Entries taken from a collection
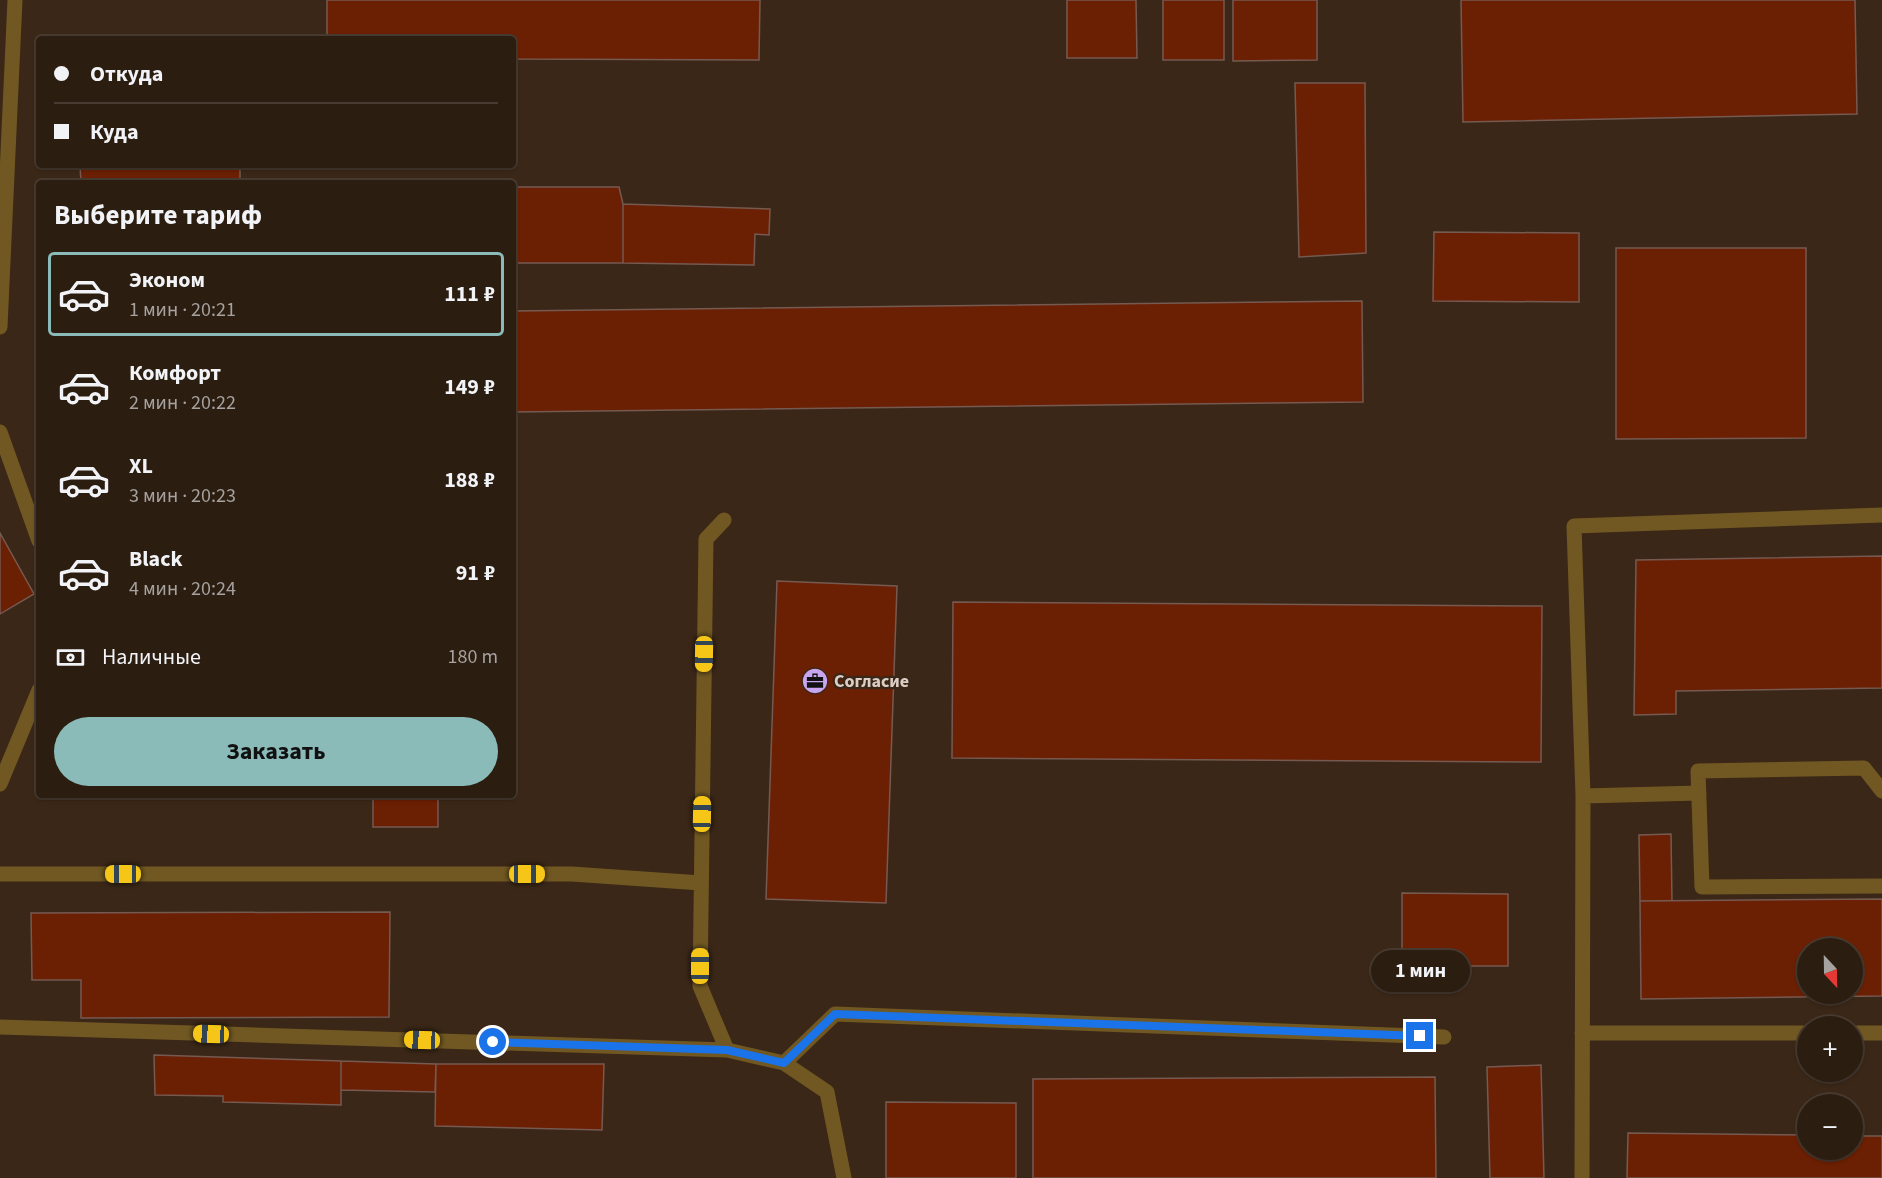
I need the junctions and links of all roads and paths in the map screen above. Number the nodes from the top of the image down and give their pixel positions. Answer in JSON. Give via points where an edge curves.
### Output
{"nodes":[{"id":1,"x":15,"y":0,"type":"edge"},
{"id":2,"x":0,"y":327,"type":"edge"},
{"id":3,"x":0,"y":432,"type":"edge"},
{"id":4,"x":1882,"y":515,"type":"edge"},
{"id":5,"x":724,"y":520,"type":"dead end"},
{"id":6,"x":36,"y":533,"type":"edge"},
{"id":7,"x":36,"y":697,"type":"edge"},
{"id":8,"x":0,"y":784,"type":"edge"},
{"id":9,"x":1882,"y":791,"type":"edge"},
{"id":10,"x":1699,"y":793,"type":"junction"},
{"id":11,"x":1583,"y":795,"type":"junction"},
{"id":12,"x":0,"y":874,"type":"edge"},
{"id":13,"x":701,"y":883,"type":"junction"},
{"id":14,"x":1882,"y":886,"type":"edge"},
{"id":15,"x":0,"y":1027,"type":"edge"},
{"id":16,"x":1582,"y":1033,"type":"junction"},
{"id":17,"x":1797,"y":1033,"type":"edge"},
{"id":18,"x":1863,"y":1033,"type":"edge"},
{"id":19,"x":1882,"y":1033,"type":"edge"},
{"id":20,"x":1444,"y":1036,"type":"dead end"},
{"id":21,"x":727,"y":1050,"type":"junction"},
{"id":22,"x":784,"y":1063,"type":"junction"},
{"id":23,"x":844,"y":1178,"type":"edge"},
{"id":24,"x":1582,"y":1178,"type":"edge"}],
"edges":[{"from":1,"to":2,"type":"lane"},
{"from":3,"to":6,"type":"lane"},
{"from":4,"to":11,"type":"lane","via":[[1574,526]]},
{"from":5,"to":13,"type":"lane","via":[[706,539]]},
{"from":7,"to":8,"type":"lane"},
{"from":9,"to":10,"type":"lane","via":[[1864,768],[1698,771]]},
{"from":10,"to":11,"type":"lane"},
{"from":10,"to":14,"type":"lane","via":[[1702,887]]},
{"from":11,"to":16,"type":"lane"},
{"from":12,"to":13,"type":"lane","via":[[572,874]]},
{"from":13,"to":21,"type":"lane","via":[[700,987]]},
{"from":15,"to":21,"type":"lane"},
{"from":16,"to":17,"type":"lane"},
{"from":16,"to":24,"type":"lane"},
{"from":18,"to":19,"type":"lane"},
{"from":20,"to":22,"type":"lane","via":[[835,1014]]},
{"from":21,"to":22,"type":"lane"},
{"from":22,"to":23,"type":"lane","via":[[827,1092]]}]}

# [The problem]
Output the entries above exactly. Drop the pictures.

# [Problem solution]
I need the junctions and links of all roads and paths in the map screen above. Number the nodes from the top of the image down and give their pixel positions. Answer in JSON. Give via points where an edge curves.
### Output
{"nodes":[{"id":1,"x":15,"y":0,"type":"edge"},
{"id":2,"x":0,"y":327,"type":"edge"},
{"id":3,"x":0,"y":432,"type":"edge"},
{"id":4,"x":1882,"y":515,"type":"edge"},
{"id":5,"x":724,"y":520,"type":"dead end"},
{"id":6,"x":36,"y":533,"type":"edge"},
{"id":7,"x":36,"y":697,"type":"edge"},
{"id":8,"x":0,"y":784,"type":"edge"},
{"id":9,"x":1882,"y":791,"type":"edge"},
{"id":10,"x":1699,"y":793,"type":"junction"},
{"id":11,"x":1583,"y":795,"type":"junction"},
{"id":12,"x":0,"y":874,"type":"edge"},
{"id":13,"x":701,"y":883,"type":"junction"},
{"id":14,"x":1882,"y":886,"type":"edge"},
{"id":15,"x":0,"y":1027,"type":"edge"},
{"id":16,"x":1582,"y":1033,"type":"junction"},
{"id":17,"x":1797,"y":1033,"type":"edge"},
{"id":18,"x":1863,"y":1033,"type":"edge"},
{"id":19,"x":1882,"y":1033,"type":"edge"},
{"id":20,"x":1444,"y":1036,"type":"dead end"},
{"id":21,"x":727,"y":1050,"type":"junction"},
{"id":22,"x":784,"y":1063,"type":"junction"},
{"id":23,"x":844,"y":1178,"type":"edge"},
{"id":24,"x":1582,"y":1178,"type":"edge"}],
"edges":[{"from":1,"to":2,"type":"lane"},
{"from":3,"to":6,"type":"lane"},
{"from":4,"to":11,"type":"lane","via":[[1574,526]]},
{"from":5,"to":13,"type":"lane","via":[[706,539]]},
{"from":7,"to":8,"type":"lane"},
{"from":9,"to":10,"type":"lane","via":[[1864,768],[1698,771]]},
{"from":10,"to":11,"type":"lane"},
{"from":10,"to":14,"type":"lane","via":[[1702,887]]},
{"from":11,"to":16,"type":"lane"},
{"from":12,"to":13,"type":"lane","via":[[572,874]]},
{"from":13,"to":21,"type":"lane","via":[[700,987]]},
{"from":15,"to":21,"type":"lane"},
{"from":16,"to":17,"type":"lane"},
{"from":16,"to":24,"type":"lane"},
{"from":18,"to":19,"type":"lane"},
{"from":20,"to":22,"type":"lane","via":[[835,1014]]},
{"from":21,"to":22,"type":"lane"},
{"from":22,"to":23,"type":"lane","via":[[827,1092]]}]}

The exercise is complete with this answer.